Tue Jan 02 03:00:00 EST 2018

  • Overall spend grew 3.5 per cent year-on-year in 2017, in line with 3.6 per cent growth the previous year, boosted largely by an uplift in the first half of the year driven by rising prices
  • Amid changes in the wider economic and political picture, consumer spending also ebbed and flowed, ranging from a record increase of 5.5 per cent in April to slower growth in October (2.4 per cent) and November (2.8 per cent) – both months dropping below the annual rate of inflation, equating to a spending decline in real terms
  • Despite this, Brits steadfastly managed the squeeze of rising inflation and stagnant wage growth by adjusting spending priorities, resulting in a majority of consumers continuing to feel confident in their household finances overall
  • One bright spot throughout 2017 was continued consumer appetite to spend on the ‘experience economy’, a trend which started in 2016.  This drove overall entertainment up 10.2 per cent year-on-year

Consumer spending fluctuated in 2017 as rising prices forced Brits to spend more on essential items, with expenditure on ‘nice-to-haves’ shifting month-on-month as households made small, yet necessary, tweaks to balance their budgets.

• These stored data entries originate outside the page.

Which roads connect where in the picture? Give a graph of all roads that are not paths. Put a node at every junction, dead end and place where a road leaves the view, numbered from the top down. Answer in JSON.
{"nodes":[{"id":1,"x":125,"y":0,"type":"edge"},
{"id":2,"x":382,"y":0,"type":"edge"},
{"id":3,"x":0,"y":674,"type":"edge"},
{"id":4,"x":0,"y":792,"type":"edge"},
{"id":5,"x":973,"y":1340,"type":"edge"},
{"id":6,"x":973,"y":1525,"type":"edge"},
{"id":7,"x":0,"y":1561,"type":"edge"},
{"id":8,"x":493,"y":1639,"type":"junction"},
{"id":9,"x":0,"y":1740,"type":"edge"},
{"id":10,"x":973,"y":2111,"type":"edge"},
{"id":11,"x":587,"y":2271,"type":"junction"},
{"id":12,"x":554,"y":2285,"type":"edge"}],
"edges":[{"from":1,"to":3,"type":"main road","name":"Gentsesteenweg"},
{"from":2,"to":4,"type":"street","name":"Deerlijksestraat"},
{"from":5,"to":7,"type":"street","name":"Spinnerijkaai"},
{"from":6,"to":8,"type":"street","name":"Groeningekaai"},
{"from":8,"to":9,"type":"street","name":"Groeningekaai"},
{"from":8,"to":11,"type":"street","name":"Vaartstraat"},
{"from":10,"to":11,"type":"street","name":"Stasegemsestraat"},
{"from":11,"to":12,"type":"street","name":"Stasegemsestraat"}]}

Britain ‘feels the squeeze’ of inflation

According to the annual analysis of UK consumer spending by Barclaycard, which processes nearly half of all credit and debit card transactions in the UK, consumer spending growth got off to a strong start in 2017, with Q1 recording the highest quarterly growth rate (4.3 per cent) of the year. This was a direct impact of rising prices, which drove notable uplifts in spending on essential items and culminated in a record 11.4 per cent spent on this category in April – although this was also driven in large part by the timing of Easter this year.

While spending on essentials subsequently steadied in the latter half of the year, the impact of these early uplifts contributed to essential spend growth jumping from 0.8 per cent in 2016 to 4.6 per cent in 2017, with supermarkets (3.4 per cent) and petrol (8.9 per cent) both rebounding from negative territory of -0.1 per cent and -0.4 per cent respectively in 2016 as grocery and fuel bills rose steadily throughout the year.

By May, consumer sentiment reflected the impact of rising prices on perceived spending power, with more than half (52 per cent) of Brits admitting to ‘feeling the squeeze’ due to a combination of inflation and subdued wage growth. 46 per cent of shoppers reported feeling the same way the following month, rising to 47 per cent in July, August and September.

Concurrently, the proportion of those confident in their household finances ranged from the lowest yearly point of 53 per cent in May, as consumers cautiously responded to the sharp rise in prices, to 64 per cent in October, following a few more comfortable months of coping with the changes.

Discretionary cutbacks and a rise in value-seeking behaviour

Barclaycard recorded slower overall spend growth in the second half of the year, characterised by a series of minor yet necessary adjustments made by cautious consumers to better balance the books. Shoppers cut back on ‘nice-to-haves’, particularly in October when inflation hit 3 per cent, with cinema and clothing contracting 7.8 per cent and 4.1 per cent respectively during that month. 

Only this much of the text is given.